When the war ended, he moved with his family to France, and then eventually to Australia. He was then educated at Melbourne High School and the University of Melbourne.

== Career ==
Hampel held numerous positions in the legal profession, such as Vice-President of the Law Council of Australia, Vice-Chairman of the Victorian Bar Institute and Chairman of the Constitution Commission of Victoria, for which he received a Centenary Medal.

From 2000, he was Professor of Trial Practice and Advocacy at Monash University, and Chairman of the Legal Practice Board of Victoria.
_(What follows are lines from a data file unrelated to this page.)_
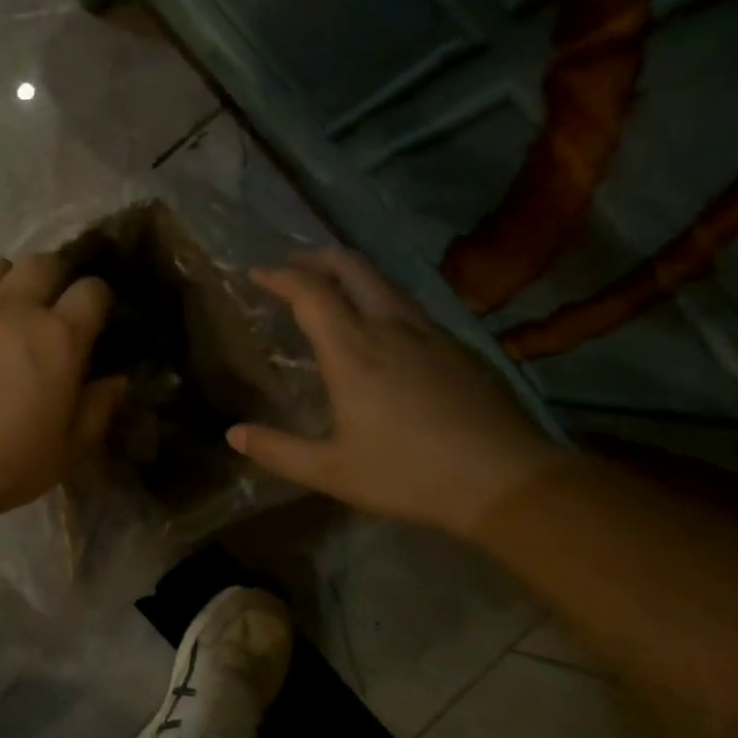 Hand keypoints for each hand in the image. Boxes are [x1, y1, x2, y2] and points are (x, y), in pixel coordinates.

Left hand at [0, 253, 126, 525]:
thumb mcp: (65, 453)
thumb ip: (97, 410)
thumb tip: (118, 380)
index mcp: (58, 338)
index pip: (92, 290)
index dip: (96, 300)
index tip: (90, 319)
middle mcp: (13, 307)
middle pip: (44, 262)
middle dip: (53, 279)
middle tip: (45, 310)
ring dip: (4, 284)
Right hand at [228, 248, 567, 535]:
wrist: (504, 479)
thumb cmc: (408, 474)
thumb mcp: (332, 471)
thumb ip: (278, 451)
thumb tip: (233, 434)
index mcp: (352, 351)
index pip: (310, 292)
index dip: (279, 276)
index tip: (257, 273)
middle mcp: (389, 328)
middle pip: (352, 268)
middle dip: (317, 258)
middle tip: (294, 264)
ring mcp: (430, 333)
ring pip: (385, 282)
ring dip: (352, 273)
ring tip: (333, 285)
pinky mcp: (457, 347)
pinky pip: (409, 304)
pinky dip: (381, 297)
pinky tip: (383, 325) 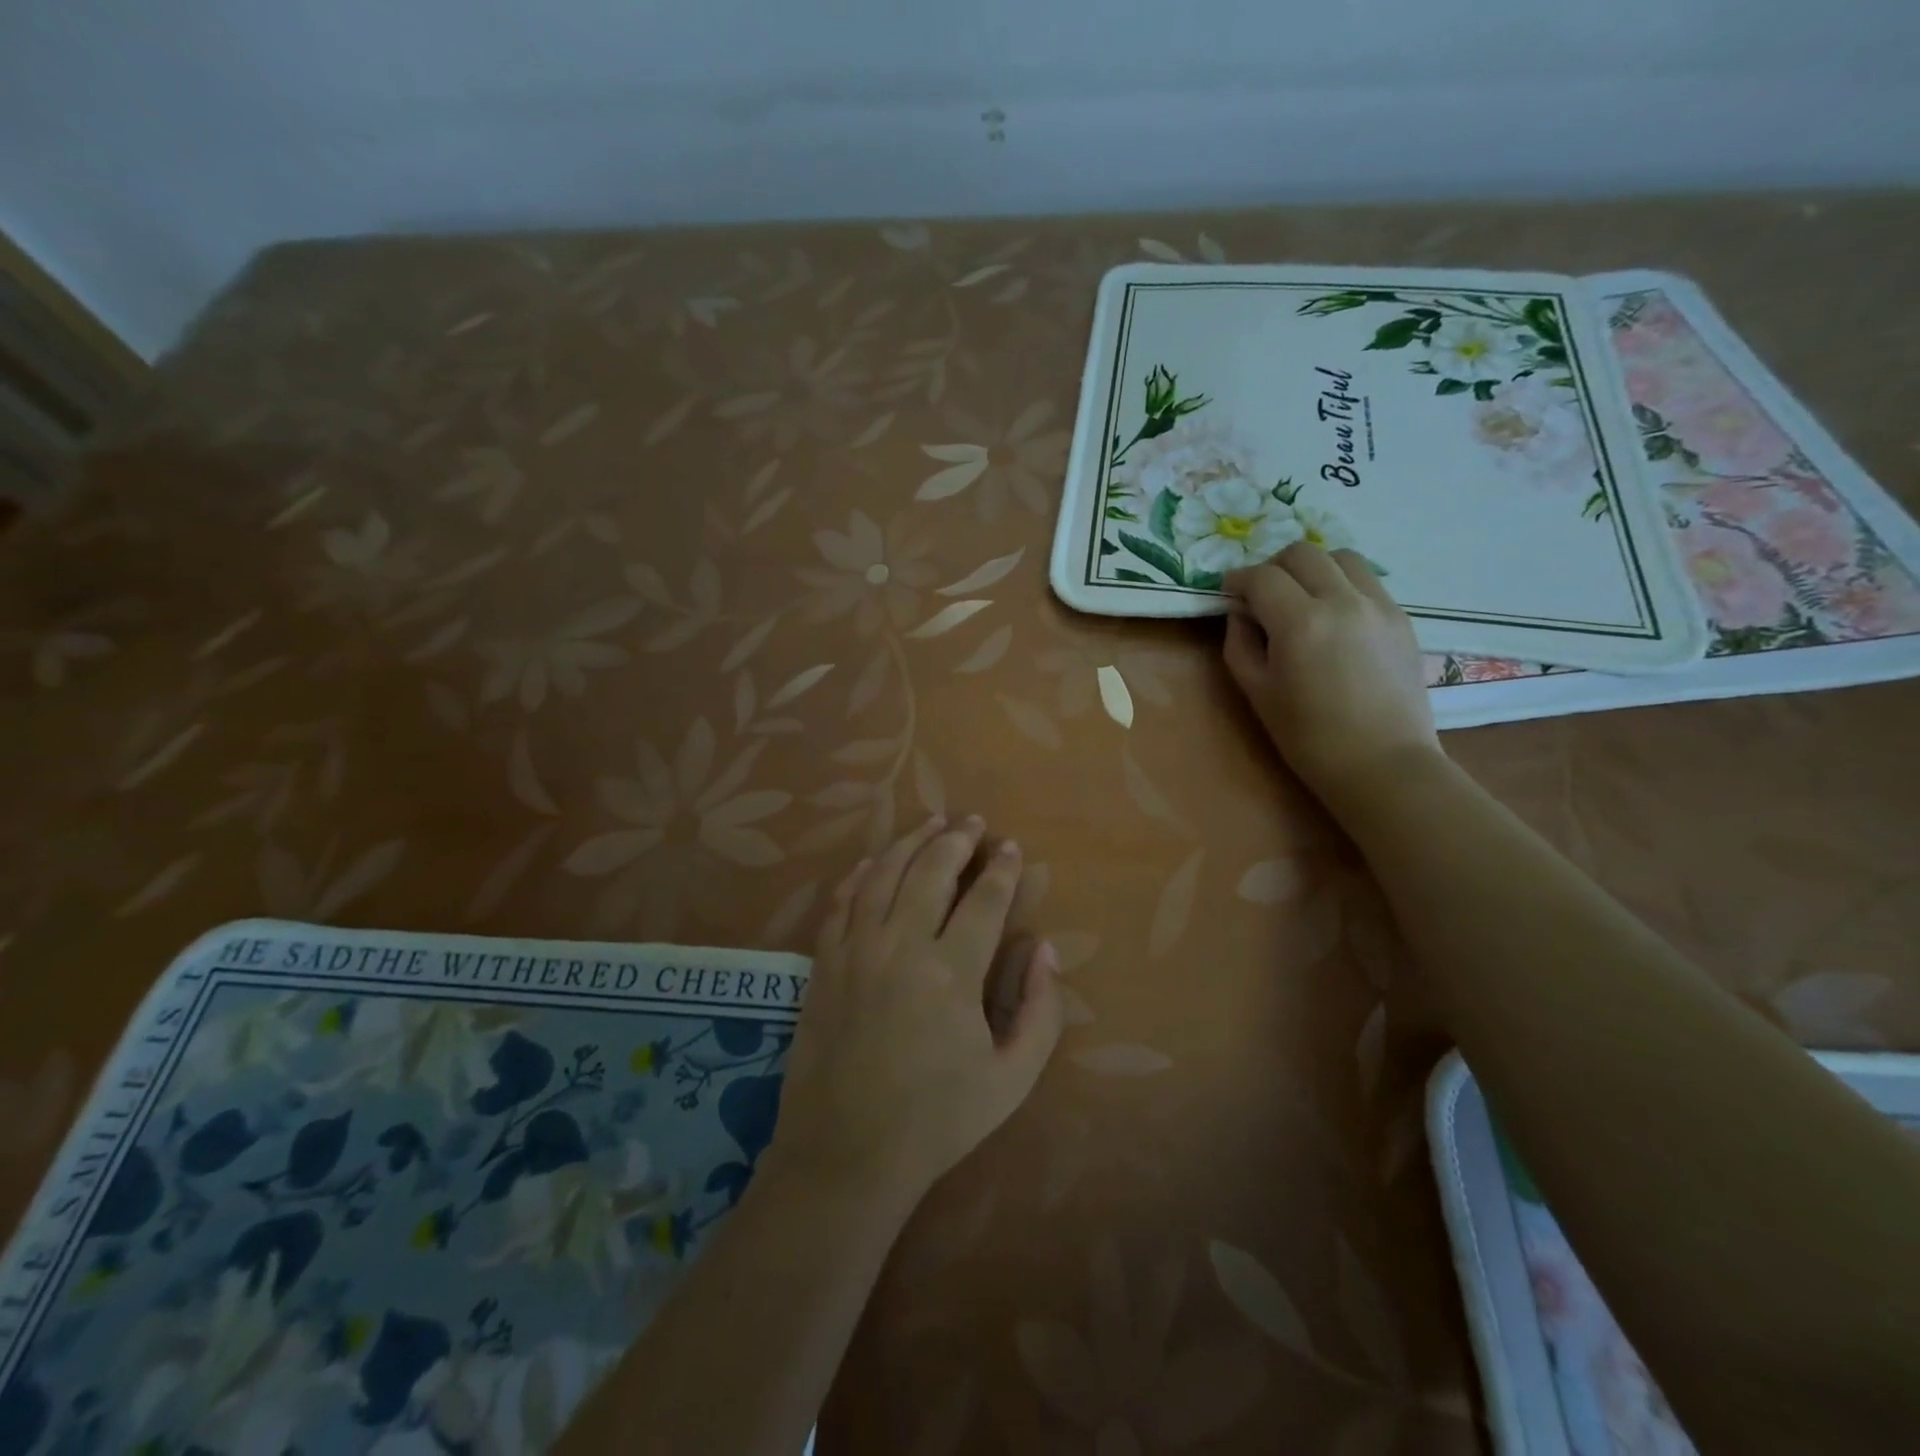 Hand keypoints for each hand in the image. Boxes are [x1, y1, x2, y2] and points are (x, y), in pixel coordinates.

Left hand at [767, 815, 1063, 1214]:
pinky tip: (874, 861)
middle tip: (972, 820)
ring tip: (930, 822)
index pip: (984, 900)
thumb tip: (1043, 949)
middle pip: (930, 871)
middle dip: (956, 839)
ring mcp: (856, 951)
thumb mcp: (1011, 1078)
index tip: (1010, 847)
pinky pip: (842, 902)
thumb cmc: (937, 1119)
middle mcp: (902, 946)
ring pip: (884, 875)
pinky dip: (860, 874)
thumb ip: (1040, 1010)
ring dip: (910, 842)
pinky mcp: (824, 964)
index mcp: (952, 972)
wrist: (847, 1153)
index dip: (1001, 869)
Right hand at [1223, 542, 1439, 803]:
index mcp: (1301, 623)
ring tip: (1301, 597)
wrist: (1382, 764)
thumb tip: (1240, 613)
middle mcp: (1343, 601)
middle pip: (1302, 553)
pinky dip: (1341, 585)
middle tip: (1261, 594)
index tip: (1228, 593)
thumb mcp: (1257, 693)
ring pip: (1340, 557)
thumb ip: (1240, 644)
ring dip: (1312, 568)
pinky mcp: (1401, 618)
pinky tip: (1333, 617)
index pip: (1262, 577)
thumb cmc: (1308, 737)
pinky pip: (1366, 581)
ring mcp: (1379, 605)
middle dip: (1273, 566)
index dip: (1238, 580) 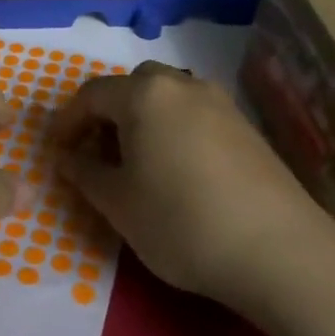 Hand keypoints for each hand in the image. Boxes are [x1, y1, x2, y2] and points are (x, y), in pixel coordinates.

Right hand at [53, 62, 323, 307]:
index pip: (92, 94)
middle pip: (132, 86)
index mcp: (144, 95)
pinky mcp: (246, 126)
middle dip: (107, 114)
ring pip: (166, 97)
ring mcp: (220, 102)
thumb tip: (67, 157)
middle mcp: (182, 85)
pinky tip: (177, 169)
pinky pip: (194, 114)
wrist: (277, 250)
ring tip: (136, 162)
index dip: (68, 121)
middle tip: (96, 151)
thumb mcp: (118, 203)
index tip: (57, 151)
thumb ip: (85, 173)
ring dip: (142, 119)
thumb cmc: (181, 222)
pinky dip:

He was also President of the International Institute of Forensic Studies. He was considered a leader in the teaching of advocacy, and together with his wife, trained war crime prosecutors at The Hague.

In 2006, he was appointed a Member of the Order of Australia.

==Personal life and death==
Hampel was married to County Court of Victoria judge Felicity Hampel, SC, with whom he often taught. They have two children:

- Hampel's son, Antony Hampel, an event coordinator, was the de facto partner of Phoebe Handsjuk, who plunged to her death in the garbage chute of their luxury apartment in Melbourne, in 2010, aged 24. Despite a coroner's finding in 2014 that the death was a sleepwalking accident caused by a combination of depression, alcohol, and Stilnox, many questions remain. In 2018, Hampel's then girlfriend, Baillee Schneider, was found dead on the kitchen floor of her parents' home with a cord wrapped around her neck. The Victorian coroner ruled in 2020 that the death was a suicide.
- Hampel's daughter, Kristina Hampel, escaped conviction in 2014 for selling cocaine and possessing a can of tear gas.

Hampel died on 8 October 2024, at the age of 91.